- The Washington Times - Friday, September 25, 2009

TEGUCIGALPA, Honduras | If it weren’t for the deposed president trapped in the Brazilian Embassy, life would be almost back to normal in Honduras on Thursday.

After days of paralyzing curfews, children returned to school, airplanes began landing at the airport, borders were open and downtown streets were again crammed with taxis, buses and vendors hawking newspapers, snacks and bubble gum.

It was a dramatic shift after the past three days, when Hondurans have been forced to scramble through looted stores for food and police have blasted water cannons and tear gas at violent demonstrations.

On Thursday morning, there remained just one tense part of the capital. Hundreds of troops and police continued to ring the Brazilian Embassy, where an increasingly exhausted President Manuel Zelaya, his family and about 70 supporters, have been sheltered since he sneaked back into Honduras on Monday.

Mr. Zelaya was forced out of Honduras at gunpoint in June after the Honduran Supreme Court ordered his arrest. Interim President Roberto Micheletti has vowed to arrest Mr. Zelaya if he leaves the shelter of the Brazilian diplomatic mission.

International leaders, including the European Union and President Obama, have called for Mr. Zelaya’s reinstatement ever since he was ousted, and his surprise arrival has prompted new calls for Mr. Micheletti to step down.

Brazilian President Luiz Inacio Lula da Silva used the podium at the U.N. General Assembly in New York on Wednesday to demand Mr. Zelaya be reinstated as Honduras’ president and the U.S. State Department in Washington called for restraint by both sides.

State Department spokesman Ian Kelly said the United States, which still has contact with Honduran officials, persuaded authorities to restore water and power at the Brazilian Embassy and had helped evacuate some embassy staff.

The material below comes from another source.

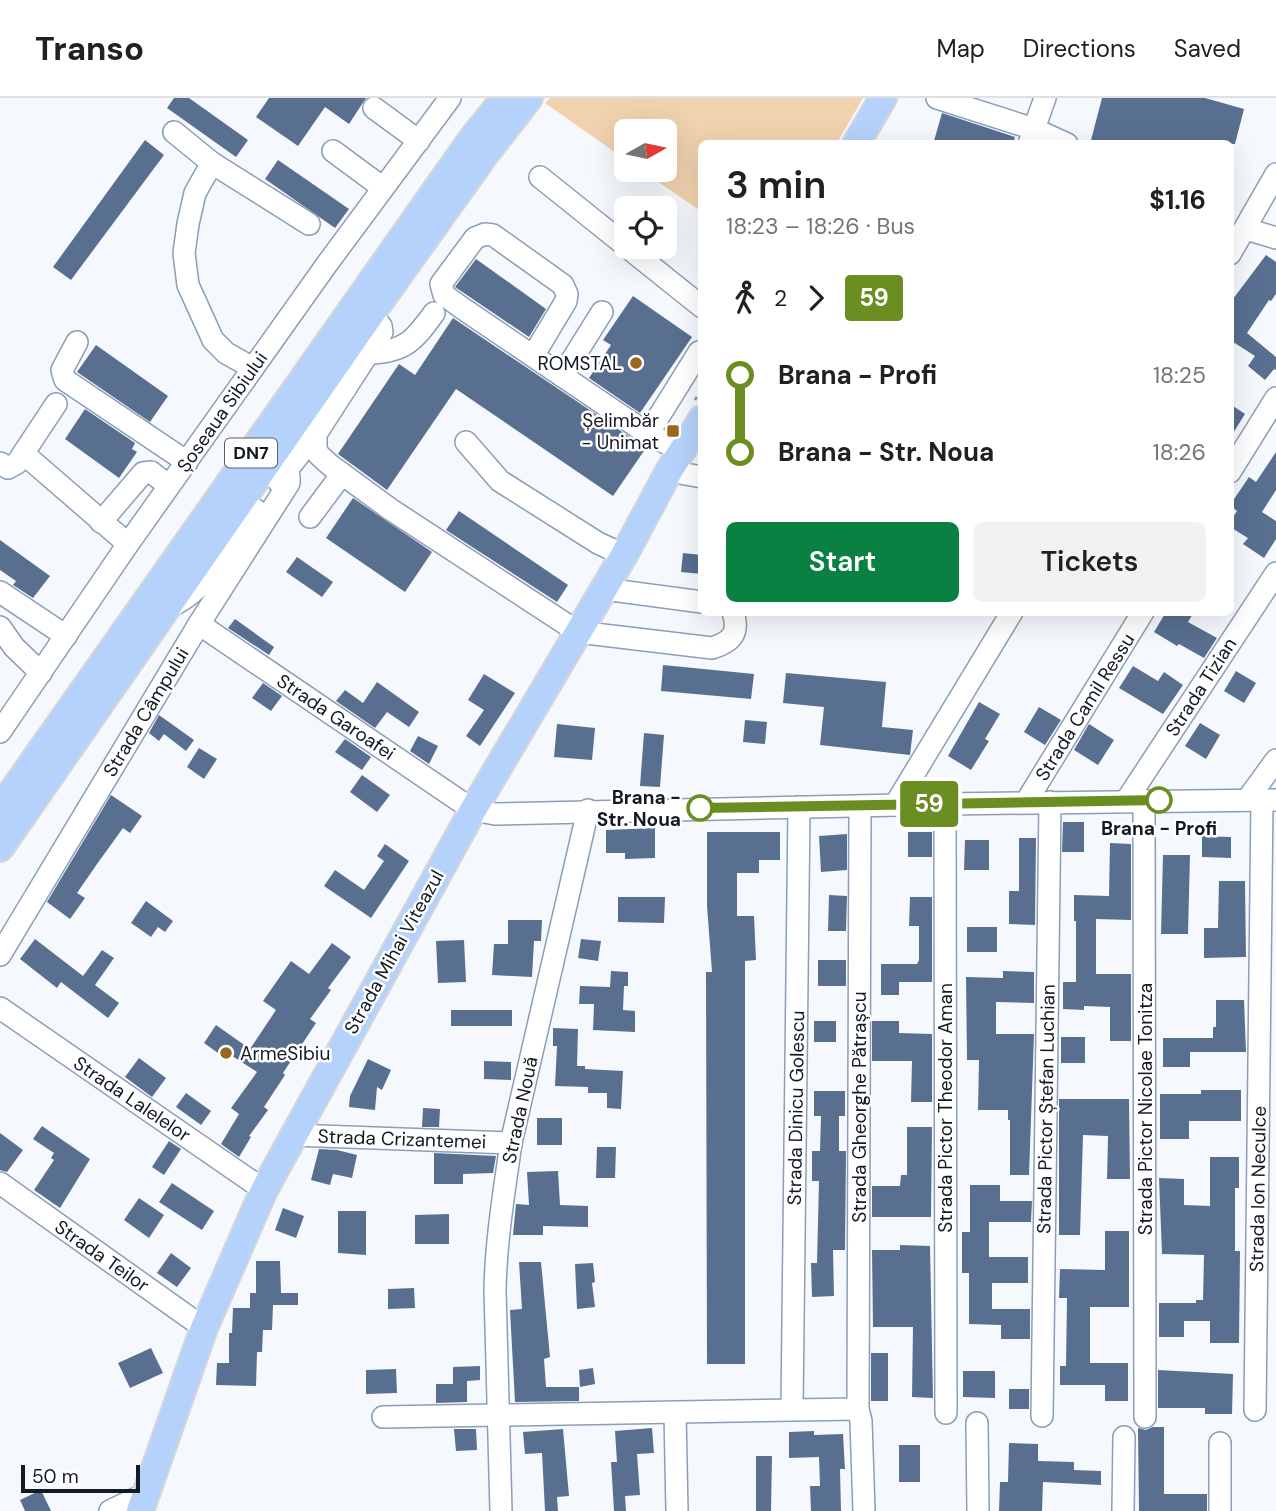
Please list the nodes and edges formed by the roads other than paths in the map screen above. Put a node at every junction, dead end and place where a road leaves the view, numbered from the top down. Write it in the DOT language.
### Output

It’s unclear whether demonstrators have been killed during recent violent protests. Mr. Zelaya has told media outlets that 10 protesters were killed by police, but he has given no details and authorities dispute this.

Local hospitals report several people have been treated for gunshot wounds.

The interim government’s foreign minister, Carlos Lopez, said soldiers would not try to enter the embassy to arrest Mr. Zelaya. But he also said yet again that Honduras’ interim government would not bow to intense international demands for him to serve out his final months as president.

Before he was ousted, the country’s Supreme Court had endorsed charges of treason and abuse of authority against Mr. Zelaya for repeatedly ignoring court orders to drop a planned referendum on whether the constitution should be rewritten.